By Seth Mayer
Rhymefest really thinks you need to hear him. And he isn’t afraid to tell anyone, including the people who interview him, that his recently released CD “Blue Collar” demands a listen. “If you would’ve said no [that you hadn’t heard the album], I would’ve said: ‘Shame on you!’” he shouts. “You’d be surprised how many journalists get a ‘shame on you.’” It’s as if he’s sincerely worried that someone might go on living their life without hearing what he has to say. “If anybody hasn’t heard this album, they gotta get into it quick,” he says, like he’s giving a warning.
While speaking with Rhymefest, it’s difficult to keep up with the sense of urgency and missionary fervor that accompanies the answers he gives to questions. “It’s about more than rap. It’s more than sales. It’s about changing lives. It’s about being in the community and coming into my role as a role model, as a leader,” says the Chicago MC, “which I am whether I sell 30,000 records in a week or in two weeks or a million records. That means that there are 30,000 that when I speak, they will listen. That being said, that means that I have to do something with that.”
Recently, more and more people have taken note of Rhymefest’s message. After picking up a Grammy for co-writing “Jesus Walks” with Kanye West and releasing “Blue Collar,” his critically acclaimed debut album on Allido, the responses he’s gotten seem to confirm the sense of responsibility he expresses. “What I find generally is that people are not writing me and telling me ‘I liked this song.’ ‘This song is hot.’ People are saying things to me like: ‘Stay strong.’ ‘I love you.’ ‘Keep up the good work.’ ‘We’re praying for you.’ The comments that I’m receiving are more than just ‘yeah, you’re a good rapper.’ It’s like, ‘you’re the type of person that we need in hip-hop.’”
For Rhymefest, it seems he wants his music to provide a kind of antidote for rap music and the world at large. “Part of the problem with us as rappers and with the rap community is that we are spineless cowards,” he says. “We are cowards. Spineless. It’s horrible…we do anything for a check and a pat on the back. Even the so-called conscious and aware rappers are not doing what we’re supposed to be doing by the community. And it’s despicable. You know, right now music is not missing music. It’s missing spine. We know how to dance, but it’s five years since 9/11. Nobody has made a commercially viable song talking about the effects or the actions of 9/11. Nobody. It’s a year since Hurricane Katrina—we’re acting like in the rap community who it affects the most like we forgot.”
This Saturday, Rhymefest opens the Wu Tang Clan show, a group he says is doing something right, in contrast to the “spineless” rap he hates. “What I love about Wu Tang Clan is that Wu Tang has awareness, and consciousness, but they’re not soft. You do think one of them dudes might knock you out if you walk up on ’em drawn.” On “Blue Collar,” the late Wu Tang member, Ol’ Dirty Bastard, contributes to the final track. “Workin’ with ODB was a pleasure. It was like working with, you know, a hero, that was in a comic book that you thought, man this can’t be real. Superman, c’mon. C’mon Big Baby Jesus—what is this?”

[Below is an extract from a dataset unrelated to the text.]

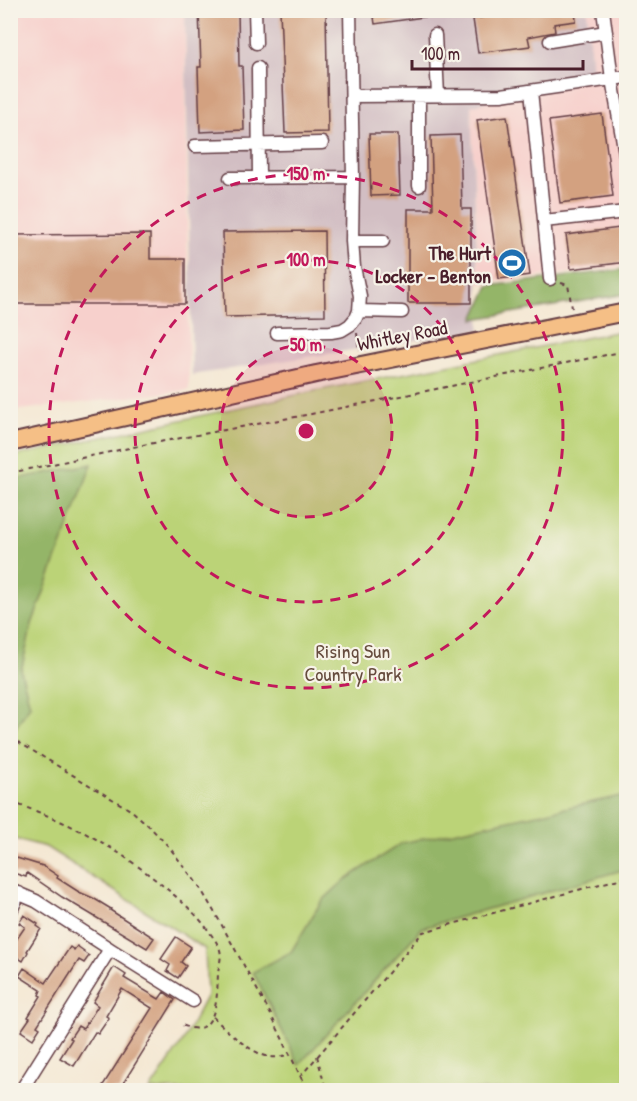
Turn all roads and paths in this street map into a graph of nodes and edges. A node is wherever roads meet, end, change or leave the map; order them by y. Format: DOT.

Rhymefest laughs when talking about the rapper who belted lyrics from the Foundations’ “Build Me Up Buttercup” for the chorus of the “Blue Collar” closer, “Build Me Up.” “He was real. Everything that I thought was crazy and all the antics—that was really this guy! It was real and […] it inspired me to intensify my character. Intensify my powers. Learn my craft, you know.”
“Blue Collar” has a diversity of sound, pulling from various genres such as soul, crunk and even rock on a song that samples The Strokes. A lot of this has to do with the all-star list of beatmakers involved with the record: No I.D., Kanye West, Just Blaze, Cool and Dre, and especially the owner of Rhymefest’s label Allido, Mark Ronson. “When you hear like ‘Devil’s Pie’ or ‘Tell a Story’ or ‘Build Me Up,’ Mark and I are preparing to work on our own album together, an independent project. We’re going to progress; we’re going to push the envelope of music with his sound and my sound.”
He describes the upcoming show in exuberant and populist terms: “My thing is to be here for the people. Basically a Rhymefest show is sheer energy and its intimate at the same time. The crowd and I form a relationship. We talk; we have conversations. I jump in the crowd and freestyle, you know what I mean? Everybody’s invited. It’s a party!”